As it turned out, the only one sitting near Emily Montague was him. By the time he’d rounded up his “herd” and gotten them into the auditorium, they’d ended up on the far left, split between two rows. Which meant he had guys to the left of him and ahead of him. Gil was on the aisle, with Emily directly across from him in the next section. While such an arrangement granted him a good view of them (not to mention most of them within arm’s reach, should they act up), it also gave him a clear shot of Emily for the entire evening.
She was sitting with Janet Bishop, the woman who owned the hardware store, and Dinah Hopkins, the woman who owned the bakery where he took the guys each week. They laughed and chatted in between scenes as if they’d been friends for a while. While Janet had short, dark, practical hair, and Dinah’s was a wild red, Emily’s hair couldn’t seem to decide if it was blond, brown or red—opting instead for a chaotic mixture of all three. It tumbled across her head and down her shoulders in cascades of near-curls that looked too natural to be set, but pretty enough to have been fussed with some. He’d never seen her in a bright color—she always wore pale and pinkish tones that reminded him of Easter.
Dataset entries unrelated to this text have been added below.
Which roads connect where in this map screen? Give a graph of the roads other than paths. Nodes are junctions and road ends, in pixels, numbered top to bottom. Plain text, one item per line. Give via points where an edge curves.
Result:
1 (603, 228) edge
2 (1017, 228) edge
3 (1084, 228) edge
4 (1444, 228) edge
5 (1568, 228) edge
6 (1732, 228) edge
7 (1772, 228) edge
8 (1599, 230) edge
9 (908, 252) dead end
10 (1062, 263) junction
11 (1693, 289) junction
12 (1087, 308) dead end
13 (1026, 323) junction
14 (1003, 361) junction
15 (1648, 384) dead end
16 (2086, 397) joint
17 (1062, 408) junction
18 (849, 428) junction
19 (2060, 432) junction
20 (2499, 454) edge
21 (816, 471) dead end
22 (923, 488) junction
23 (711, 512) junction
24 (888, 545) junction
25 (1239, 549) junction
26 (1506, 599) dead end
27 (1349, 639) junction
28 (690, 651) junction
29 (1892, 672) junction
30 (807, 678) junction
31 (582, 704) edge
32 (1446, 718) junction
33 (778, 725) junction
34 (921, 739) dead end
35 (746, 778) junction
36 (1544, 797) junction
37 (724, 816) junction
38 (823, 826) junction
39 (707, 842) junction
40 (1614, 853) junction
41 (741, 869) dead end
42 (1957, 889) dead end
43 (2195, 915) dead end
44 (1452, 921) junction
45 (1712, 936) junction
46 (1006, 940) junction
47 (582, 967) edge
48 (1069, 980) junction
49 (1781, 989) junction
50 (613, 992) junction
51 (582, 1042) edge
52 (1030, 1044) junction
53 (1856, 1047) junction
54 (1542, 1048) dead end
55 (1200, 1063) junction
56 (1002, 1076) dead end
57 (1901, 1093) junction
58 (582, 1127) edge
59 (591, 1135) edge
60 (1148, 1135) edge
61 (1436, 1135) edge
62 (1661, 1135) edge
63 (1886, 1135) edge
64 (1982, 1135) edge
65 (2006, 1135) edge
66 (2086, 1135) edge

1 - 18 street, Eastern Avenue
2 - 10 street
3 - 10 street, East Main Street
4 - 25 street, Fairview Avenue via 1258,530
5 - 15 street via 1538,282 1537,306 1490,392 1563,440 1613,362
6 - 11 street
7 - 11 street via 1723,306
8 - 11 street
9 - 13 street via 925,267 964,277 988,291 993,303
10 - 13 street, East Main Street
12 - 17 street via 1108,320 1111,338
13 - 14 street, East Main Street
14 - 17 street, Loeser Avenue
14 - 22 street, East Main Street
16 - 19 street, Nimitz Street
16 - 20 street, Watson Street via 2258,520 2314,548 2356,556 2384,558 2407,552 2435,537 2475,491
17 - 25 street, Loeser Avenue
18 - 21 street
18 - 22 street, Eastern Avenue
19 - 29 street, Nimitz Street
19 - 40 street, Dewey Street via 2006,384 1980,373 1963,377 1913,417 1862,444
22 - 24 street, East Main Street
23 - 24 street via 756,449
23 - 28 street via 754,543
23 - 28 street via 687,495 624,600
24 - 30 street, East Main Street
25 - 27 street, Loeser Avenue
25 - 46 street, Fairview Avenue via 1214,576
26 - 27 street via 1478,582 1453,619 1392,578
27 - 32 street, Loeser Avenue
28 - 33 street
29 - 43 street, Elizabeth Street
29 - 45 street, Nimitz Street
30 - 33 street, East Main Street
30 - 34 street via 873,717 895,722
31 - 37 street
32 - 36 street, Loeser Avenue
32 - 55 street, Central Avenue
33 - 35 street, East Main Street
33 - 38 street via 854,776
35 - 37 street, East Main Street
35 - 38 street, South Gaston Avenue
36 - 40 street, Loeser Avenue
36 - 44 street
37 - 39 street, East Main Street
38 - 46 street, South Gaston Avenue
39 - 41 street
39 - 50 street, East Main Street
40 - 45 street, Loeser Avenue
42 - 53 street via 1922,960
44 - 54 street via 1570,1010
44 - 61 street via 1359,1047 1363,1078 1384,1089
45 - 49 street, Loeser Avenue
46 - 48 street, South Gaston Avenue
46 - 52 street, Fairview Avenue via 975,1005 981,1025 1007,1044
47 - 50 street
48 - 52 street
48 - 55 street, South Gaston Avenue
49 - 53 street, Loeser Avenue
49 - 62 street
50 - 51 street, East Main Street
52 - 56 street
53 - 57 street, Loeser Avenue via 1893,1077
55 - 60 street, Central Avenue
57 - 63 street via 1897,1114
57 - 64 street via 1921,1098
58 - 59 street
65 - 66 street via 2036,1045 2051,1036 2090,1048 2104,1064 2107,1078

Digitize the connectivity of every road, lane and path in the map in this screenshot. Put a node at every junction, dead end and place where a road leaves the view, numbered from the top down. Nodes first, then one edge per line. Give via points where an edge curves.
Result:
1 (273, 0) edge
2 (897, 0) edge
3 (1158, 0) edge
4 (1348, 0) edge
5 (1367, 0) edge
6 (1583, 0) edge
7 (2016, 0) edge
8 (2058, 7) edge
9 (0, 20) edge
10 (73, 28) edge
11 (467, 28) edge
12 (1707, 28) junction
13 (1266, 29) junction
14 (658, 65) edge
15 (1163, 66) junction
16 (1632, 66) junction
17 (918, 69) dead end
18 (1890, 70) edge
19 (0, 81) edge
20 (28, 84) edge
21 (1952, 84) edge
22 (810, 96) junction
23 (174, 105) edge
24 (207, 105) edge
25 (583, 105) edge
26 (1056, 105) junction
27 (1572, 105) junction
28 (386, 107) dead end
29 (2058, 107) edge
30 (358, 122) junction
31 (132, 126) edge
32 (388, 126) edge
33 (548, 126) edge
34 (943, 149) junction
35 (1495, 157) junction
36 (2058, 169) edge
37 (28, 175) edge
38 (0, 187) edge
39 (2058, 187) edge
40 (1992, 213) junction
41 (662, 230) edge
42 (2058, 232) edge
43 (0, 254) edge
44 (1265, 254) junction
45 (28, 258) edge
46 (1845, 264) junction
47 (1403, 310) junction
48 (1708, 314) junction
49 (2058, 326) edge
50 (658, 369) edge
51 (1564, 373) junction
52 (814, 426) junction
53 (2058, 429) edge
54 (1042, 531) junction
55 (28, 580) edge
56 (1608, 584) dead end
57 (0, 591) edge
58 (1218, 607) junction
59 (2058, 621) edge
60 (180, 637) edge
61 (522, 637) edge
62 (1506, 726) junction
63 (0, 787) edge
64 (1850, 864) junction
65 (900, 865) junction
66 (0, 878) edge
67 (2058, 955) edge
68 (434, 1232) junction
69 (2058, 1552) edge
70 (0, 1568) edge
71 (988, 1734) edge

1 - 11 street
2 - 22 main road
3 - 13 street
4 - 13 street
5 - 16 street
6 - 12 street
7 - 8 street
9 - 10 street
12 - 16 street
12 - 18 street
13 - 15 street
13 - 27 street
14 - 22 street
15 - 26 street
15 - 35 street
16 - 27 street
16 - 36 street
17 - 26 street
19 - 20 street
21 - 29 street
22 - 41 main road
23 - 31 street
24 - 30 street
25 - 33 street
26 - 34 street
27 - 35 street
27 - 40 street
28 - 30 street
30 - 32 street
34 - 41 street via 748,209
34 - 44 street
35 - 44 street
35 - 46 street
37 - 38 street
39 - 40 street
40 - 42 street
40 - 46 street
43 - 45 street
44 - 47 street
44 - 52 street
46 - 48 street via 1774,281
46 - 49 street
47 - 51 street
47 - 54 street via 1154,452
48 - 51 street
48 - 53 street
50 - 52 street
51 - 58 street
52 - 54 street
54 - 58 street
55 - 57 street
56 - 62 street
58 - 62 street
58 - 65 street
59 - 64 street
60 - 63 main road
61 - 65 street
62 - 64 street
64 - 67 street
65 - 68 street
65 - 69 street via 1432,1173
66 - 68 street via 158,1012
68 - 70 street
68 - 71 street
When he thought about it, her obvious rapture with the play made sense. It was just the sort of nostalgic thing that would appeal to a woman living in a bitty, white, gingerbread cottage that sat like a little frosted cupcake just off Ballad Road. Her window boxes were always full. He suspected all her china matched perfectly. He could see her in the role of Marian the Librarian, even though Audrey Lupine—the woman onstage who actually was the Middleburg librarian—was remarkably good. Audrey added to the true-to-life nature of the play already established by the Middleburg High School marching band playing Harold Hill’s marching band.
Gil’s eyes kept straying to Emily all through the ballad “’Til There Was You.” She rested her chin in one hand and let her head fall to one side during the second chorus, even though the leading man didn’t have a voice to match Audrey’s. She sighed at the song’s ending kiss, and he felt it somewhere under his ribs.
At intermission, Gil ventured over to the Arts Guild bake-sale table. After shelling out an unnatural sum to Dinah for a dozen Rice Krispies treats that were big enough to be Rice Krispies bricks, he ran into Emily and Janet at the lemonade pitchers.
“How are the soaps working out—or should I say not working out?” Emily ventured, nodding her head toward the guys.
Janet Bishop smiled. “I heard the story. Your farmhands put in quite an effort tonight.”
“I had to roll down the van windows on the way here,” he complained, and then realized the rudeness of his insinuation. It was Emily’s product, after all. “No offense, of course. I’m sure you gals think they smell great. I’m just not used to my boys smelling like the fragrance counter at a department store.”
“I must admit, it does seem like they were…enthusiastic in their use of the soap.” A wry smile crept up one corner of Emily’s mouth.
“And the hair gel,” Janet added. “And a bunch of other…things.”
“Tell me about it,” Gil replied, taking a swig of lemonade. “I can hardly wait for it to backfire.”